In your answer, reproduce exactly the lines from the beginning of the listing below through the one containing "Trace the roads", and only those lines.
-- Opening Marker --
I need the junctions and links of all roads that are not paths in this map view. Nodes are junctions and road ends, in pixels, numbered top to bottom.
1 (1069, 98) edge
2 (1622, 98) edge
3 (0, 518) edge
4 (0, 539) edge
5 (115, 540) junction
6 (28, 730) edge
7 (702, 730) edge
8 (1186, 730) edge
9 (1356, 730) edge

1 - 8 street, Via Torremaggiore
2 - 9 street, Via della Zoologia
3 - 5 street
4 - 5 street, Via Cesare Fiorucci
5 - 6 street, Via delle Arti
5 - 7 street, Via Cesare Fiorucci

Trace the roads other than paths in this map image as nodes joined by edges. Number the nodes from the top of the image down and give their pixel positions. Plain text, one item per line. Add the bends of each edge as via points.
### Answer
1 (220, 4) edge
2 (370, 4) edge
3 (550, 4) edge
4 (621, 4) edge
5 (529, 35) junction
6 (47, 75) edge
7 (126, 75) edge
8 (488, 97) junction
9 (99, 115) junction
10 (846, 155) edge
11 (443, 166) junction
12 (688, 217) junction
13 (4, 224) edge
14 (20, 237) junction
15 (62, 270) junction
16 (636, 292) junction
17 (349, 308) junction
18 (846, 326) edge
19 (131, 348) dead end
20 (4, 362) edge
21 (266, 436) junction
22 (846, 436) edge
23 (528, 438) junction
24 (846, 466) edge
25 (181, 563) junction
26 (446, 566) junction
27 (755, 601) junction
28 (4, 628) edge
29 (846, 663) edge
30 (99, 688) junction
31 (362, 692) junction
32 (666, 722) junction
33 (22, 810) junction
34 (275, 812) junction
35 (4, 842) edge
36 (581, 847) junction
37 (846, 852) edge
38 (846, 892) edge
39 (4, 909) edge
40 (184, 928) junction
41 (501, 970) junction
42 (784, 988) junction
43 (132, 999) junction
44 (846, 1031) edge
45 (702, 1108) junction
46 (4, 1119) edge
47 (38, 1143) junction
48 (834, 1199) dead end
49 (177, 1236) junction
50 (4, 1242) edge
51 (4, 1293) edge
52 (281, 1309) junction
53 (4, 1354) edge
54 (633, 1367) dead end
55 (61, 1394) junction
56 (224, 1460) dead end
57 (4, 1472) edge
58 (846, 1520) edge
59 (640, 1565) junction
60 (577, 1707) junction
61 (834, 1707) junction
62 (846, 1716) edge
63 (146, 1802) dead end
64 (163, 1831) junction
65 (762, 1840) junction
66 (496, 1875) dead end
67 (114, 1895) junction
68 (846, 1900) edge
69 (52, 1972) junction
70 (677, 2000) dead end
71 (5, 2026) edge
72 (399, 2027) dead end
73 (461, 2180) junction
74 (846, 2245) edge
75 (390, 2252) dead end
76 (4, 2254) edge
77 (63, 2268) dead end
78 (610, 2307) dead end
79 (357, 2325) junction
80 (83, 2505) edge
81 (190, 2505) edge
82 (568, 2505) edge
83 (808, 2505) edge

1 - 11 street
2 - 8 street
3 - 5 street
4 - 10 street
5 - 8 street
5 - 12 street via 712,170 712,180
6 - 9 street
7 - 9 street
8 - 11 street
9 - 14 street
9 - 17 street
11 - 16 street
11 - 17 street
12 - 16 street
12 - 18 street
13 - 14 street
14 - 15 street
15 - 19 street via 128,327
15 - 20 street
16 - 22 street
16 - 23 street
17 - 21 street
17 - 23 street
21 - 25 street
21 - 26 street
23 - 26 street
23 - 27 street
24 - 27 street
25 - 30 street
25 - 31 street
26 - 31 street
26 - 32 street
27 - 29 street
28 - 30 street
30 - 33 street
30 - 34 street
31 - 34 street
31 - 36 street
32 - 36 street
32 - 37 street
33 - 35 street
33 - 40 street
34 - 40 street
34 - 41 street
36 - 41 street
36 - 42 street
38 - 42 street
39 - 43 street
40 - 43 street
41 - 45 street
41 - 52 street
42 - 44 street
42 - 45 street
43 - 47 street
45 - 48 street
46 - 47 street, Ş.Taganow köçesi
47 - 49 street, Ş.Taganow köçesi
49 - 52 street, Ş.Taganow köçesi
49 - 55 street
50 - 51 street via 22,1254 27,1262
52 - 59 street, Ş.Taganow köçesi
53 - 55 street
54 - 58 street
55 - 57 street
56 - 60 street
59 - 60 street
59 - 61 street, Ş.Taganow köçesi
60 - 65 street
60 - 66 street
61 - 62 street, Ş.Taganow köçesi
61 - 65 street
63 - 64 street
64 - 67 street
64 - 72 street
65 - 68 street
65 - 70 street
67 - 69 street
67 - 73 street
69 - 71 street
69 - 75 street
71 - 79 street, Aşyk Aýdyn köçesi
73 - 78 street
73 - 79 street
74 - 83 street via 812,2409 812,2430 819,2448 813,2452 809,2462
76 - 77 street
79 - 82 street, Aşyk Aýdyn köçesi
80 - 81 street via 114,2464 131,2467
-- Closing Marker --
• **Answer to the exercise**
I need the junctions and links of all roads that are not paths in this map view. Nodes are junctions and road ends, in pixels, numbered top to bottom.
1 (1069, 98) edge
2 (1622, 98) edge
3 (0, 518) edge
4 (0, 539) edge
5 (115, 540) junction
6 (28, 730) edge
7 (702, 730) edge
8 (1186, 730) edge
9 (1356, 730) edge

1 - 8 street, Via Torremaggiore
2 - 9 street, Via della Zoologia
3 - 5 street
4 - 5 street, Via Cesare Fiorucci
5 - 6 street, Via delle Arti
5 - 7 street, Via Cesare Fiorucci

Trace the roads other than paths in this map image as nodes joined by edges. Number the nodes from the top of the image down and give their pixel positions. Plain text, one item per line. Add the bends of each edge as via points.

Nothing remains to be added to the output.